* Problem *
Find every line in the records below that holds the word "hand", and copy each one.

* Data *

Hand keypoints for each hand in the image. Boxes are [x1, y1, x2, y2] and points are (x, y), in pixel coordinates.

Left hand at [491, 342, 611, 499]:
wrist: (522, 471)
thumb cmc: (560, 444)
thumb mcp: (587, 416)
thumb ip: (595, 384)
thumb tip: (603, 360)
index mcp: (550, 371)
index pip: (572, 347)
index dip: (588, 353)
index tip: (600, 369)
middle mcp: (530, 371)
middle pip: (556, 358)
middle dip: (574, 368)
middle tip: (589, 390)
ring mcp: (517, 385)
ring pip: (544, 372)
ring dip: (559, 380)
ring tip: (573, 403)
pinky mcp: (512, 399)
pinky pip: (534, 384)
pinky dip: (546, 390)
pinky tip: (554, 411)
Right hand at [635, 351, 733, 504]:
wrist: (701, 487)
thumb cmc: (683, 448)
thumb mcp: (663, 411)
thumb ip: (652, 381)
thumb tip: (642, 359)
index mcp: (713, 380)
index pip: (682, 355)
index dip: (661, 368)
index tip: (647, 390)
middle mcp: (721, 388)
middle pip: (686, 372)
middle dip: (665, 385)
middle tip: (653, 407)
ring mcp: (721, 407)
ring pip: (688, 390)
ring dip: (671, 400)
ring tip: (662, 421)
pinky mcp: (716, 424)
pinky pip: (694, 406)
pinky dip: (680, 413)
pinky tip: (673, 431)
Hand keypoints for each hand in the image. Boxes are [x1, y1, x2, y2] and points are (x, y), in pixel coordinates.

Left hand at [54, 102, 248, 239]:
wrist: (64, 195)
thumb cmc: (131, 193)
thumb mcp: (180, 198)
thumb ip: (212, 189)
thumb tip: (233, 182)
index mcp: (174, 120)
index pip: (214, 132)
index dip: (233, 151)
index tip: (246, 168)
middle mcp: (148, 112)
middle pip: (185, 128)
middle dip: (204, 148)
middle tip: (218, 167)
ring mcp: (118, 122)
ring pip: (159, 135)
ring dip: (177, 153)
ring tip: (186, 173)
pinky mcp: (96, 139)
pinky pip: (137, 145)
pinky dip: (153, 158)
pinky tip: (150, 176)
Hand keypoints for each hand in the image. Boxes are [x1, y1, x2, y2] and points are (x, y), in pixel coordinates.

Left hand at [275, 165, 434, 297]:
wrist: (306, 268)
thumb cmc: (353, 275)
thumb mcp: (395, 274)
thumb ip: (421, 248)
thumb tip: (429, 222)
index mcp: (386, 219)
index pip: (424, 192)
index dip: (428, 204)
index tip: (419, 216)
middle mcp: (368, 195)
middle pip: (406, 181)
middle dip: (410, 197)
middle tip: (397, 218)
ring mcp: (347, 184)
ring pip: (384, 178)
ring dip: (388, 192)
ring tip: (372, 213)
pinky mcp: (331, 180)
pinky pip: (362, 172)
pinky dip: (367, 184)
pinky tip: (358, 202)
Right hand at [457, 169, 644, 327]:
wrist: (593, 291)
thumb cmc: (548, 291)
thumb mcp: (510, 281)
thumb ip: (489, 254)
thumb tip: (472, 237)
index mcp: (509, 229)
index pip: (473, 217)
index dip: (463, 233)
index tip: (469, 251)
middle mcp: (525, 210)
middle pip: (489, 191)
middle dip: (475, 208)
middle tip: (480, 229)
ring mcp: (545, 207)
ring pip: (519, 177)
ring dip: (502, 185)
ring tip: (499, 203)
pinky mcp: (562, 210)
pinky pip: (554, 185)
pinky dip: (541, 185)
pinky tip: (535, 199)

--

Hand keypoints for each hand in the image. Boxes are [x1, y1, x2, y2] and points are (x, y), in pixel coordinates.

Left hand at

* Reply *
Hand keypoints for each hand in the image. Boxes are [x1, y1, x2, y2] and points are (x, y), in pixel coordinates.
Left hand at [491, 342, 611, 499]:
Right hand at [635, 351, 733, 504]:
Hand keypoints for each hand in the image. Boxes are [x1, y1, x2, y2] and points are (x, y), in pixel coordinates.
Left hand at [54, 102, 248, 239]:
Hand keypoints for each hand in the image. Boxes are [x1, y1, x2, y2] and points are (x, y), in pixel coordinates.
Left hand at [275, 165, 434, 297]:
Right hand at [457, 169, 644, 327]:
Hand keypoints for each hand in the image. Boxes are [x1, y1, x2, y2] and points are (x, y), in pixel coordinates.
Left hand at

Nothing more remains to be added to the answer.